[Record extracts Boundary: Start]

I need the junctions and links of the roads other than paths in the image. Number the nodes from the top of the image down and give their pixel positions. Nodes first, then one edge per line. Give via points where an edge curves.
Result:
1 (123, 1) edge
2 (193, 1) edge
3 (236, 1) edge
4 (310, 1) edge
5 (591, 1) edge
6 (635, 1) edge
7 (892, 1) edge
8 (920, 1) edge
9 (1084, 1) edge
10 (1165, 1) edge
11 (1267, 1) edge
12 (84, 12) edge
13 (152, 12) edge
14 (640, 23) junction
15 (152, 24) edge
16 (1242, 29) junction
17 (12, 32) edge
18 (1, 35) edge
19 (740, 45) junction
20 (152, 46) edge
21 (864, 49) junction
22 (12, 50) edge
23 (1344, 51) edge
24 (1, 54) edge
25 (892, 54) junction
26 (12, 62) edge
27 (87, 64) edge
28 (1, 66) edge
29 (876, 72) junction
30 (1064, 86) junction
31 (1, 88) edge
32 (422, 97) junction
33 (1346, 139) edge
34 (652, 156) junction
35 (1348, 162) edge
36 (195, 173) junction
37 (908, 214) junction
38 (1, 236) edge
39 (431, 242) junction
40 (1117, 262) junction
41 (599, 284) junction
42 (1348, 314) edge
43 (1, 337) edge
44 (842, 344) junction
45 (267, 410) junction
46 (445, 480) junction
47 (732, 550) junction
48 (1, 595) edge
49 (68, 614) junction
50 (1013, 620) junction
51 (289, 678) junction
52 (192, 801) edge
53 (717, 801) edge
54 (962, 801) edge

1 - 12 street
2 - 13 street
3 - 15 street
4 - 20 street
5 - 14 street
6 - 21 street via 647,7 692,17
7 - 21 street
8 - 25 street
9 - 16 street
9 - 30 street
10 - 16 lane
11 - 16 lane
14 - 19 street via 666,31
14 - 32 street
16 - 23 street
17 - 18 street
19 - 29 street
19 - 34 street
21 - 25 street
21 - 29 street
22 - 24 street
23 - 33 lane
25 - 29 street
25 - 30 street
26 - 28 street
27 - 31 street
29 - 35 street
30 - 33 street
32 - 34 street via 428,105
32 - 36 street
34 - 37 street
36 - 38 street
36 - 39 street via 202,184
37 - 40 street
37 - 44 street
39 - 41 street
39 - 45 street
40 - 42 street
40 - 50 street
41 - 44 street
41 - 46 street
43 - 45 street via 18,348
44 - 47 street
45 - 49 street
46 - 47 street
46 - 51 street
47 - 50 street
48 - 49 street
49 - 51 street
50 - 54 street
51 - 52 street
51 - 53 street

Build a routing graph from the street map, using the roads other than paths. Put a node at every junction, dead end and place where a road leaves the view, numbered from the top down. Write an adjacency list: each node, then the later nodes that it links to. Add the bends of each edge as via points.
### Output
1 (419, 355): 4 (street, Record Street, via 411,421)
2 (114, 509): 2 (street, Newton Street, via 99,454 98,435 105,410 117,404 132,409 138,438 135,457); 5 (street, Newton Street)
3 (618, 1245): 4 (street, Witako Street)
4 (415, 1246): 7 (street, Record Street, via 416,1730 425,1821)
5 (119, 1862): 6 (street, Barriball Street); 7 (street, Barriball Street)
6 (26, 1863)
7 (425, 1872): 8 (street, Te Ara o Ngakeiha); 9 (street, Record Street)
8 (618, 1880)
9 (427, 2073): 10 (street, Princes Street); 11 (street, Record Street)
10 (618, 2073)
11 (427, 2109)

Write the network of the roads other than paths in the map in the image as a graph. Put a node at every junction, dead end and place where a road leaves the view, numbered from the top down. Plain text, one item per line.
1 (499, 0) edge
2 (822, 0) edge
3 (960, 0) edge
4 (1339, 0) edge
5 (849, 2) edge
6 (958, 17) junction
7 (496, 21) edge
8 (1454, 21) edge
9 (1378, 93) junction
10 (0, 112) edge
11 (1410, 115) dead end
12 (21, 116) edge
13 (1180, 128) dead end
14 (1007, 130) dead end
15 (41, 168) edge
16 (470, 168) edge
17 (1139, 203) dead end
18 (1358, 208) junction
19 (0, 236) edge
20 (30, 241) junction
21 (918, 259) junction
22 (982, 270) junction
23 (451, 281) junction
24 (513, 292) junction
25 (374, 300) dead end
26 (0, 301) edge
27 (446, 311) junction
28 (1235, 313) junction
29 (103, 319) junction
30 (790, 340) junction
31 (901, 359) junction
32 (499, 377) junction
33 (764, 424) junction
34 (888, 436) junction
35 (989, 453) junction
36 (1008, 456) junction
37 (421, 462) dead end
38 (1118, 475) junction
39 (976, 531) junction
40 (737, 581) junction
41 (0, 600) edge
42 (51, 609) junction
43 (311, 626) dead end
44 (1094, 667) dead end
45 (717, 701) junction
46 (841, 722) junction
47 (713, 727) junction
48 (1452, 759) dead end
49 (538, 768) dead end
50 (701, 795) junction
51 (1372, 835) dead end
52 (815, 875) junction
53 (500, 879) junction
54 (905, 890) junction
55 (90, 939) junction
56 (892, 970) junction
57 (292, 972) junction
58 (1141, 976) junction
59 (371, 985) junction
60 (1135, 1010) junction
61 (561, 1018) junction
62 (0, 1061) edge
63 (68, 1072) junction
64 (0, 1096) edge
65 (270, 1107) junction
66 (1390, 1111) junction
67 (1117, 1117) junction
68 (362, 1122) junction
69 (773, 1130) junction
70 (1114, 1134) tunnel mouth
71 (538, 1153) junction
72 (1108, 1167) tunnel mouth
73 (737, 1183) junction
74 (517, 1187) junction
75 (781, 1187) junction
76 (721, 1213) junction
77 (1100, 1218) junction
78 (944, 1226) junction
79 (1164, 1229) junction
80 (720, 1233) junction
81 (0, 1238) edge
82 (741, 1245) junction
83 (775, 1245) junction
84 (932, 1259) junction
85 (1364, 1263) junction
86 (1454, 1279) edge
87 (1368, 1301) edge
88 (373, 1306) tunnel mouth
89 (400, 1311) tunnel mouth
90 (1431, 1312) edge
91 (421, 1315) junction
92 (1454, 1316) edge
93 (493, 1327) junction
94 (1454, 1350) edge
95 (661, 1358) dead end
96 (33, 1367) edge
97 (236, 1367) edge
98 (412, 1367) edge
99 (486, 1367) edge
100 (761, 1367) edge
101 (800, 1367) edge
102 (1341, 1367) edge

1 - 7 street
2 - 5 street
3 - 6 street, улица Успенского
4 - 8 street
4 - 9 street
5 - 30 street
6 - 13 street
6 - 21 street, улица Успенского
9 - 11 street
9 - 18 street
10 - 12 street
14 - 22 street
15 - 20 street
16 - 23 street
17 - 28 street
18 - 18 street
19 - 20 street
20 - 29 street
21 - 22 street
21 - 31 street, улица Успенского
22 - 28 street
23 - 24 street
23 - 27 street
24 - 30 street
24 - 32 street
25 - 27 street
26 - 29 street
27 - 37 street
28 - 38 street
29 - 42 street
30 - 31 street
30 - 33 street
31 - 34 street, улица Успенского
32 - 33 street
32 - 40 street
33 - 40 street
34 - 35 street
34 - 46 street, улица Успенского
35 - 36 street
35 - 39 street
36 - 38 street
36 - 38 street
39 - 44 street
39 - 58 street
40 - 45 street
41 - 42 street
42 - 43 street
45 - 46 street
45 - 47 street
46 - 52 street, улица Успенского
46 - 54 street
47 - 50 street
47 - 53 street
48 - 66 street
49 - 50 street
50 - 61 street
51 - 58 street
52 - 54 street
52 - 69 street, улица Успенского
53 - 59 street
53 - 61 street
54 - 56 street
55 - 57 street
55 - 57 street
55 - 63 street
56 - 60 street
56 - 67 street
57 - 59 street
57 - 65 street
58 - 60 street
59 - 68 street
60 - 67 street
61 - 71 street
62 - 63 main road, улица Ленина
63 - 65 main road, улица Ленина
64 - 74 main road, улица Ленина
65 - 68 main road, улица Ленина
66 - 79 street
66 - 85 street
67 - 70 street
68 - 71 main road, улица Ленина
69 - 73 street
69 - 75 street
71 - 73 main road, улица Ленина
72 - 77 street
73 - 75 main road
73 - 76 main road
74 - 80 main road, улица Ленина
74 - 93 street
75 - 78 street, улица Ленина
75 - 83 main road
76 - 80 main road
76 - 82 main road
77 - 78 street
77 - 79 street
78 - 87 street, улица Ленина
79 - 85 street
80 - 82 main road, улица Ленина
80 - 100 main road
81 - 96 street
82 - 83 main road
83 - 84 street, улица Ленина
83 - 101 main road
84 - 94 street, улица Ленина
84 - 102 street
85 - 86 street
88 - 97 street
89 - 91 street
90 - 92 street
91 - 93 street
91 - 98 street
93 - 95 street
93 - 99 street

[Record extracts Boundary: End]

Problem statement: State the number of lines above that include the word "place", and write nothing besides that number.

Output below: 2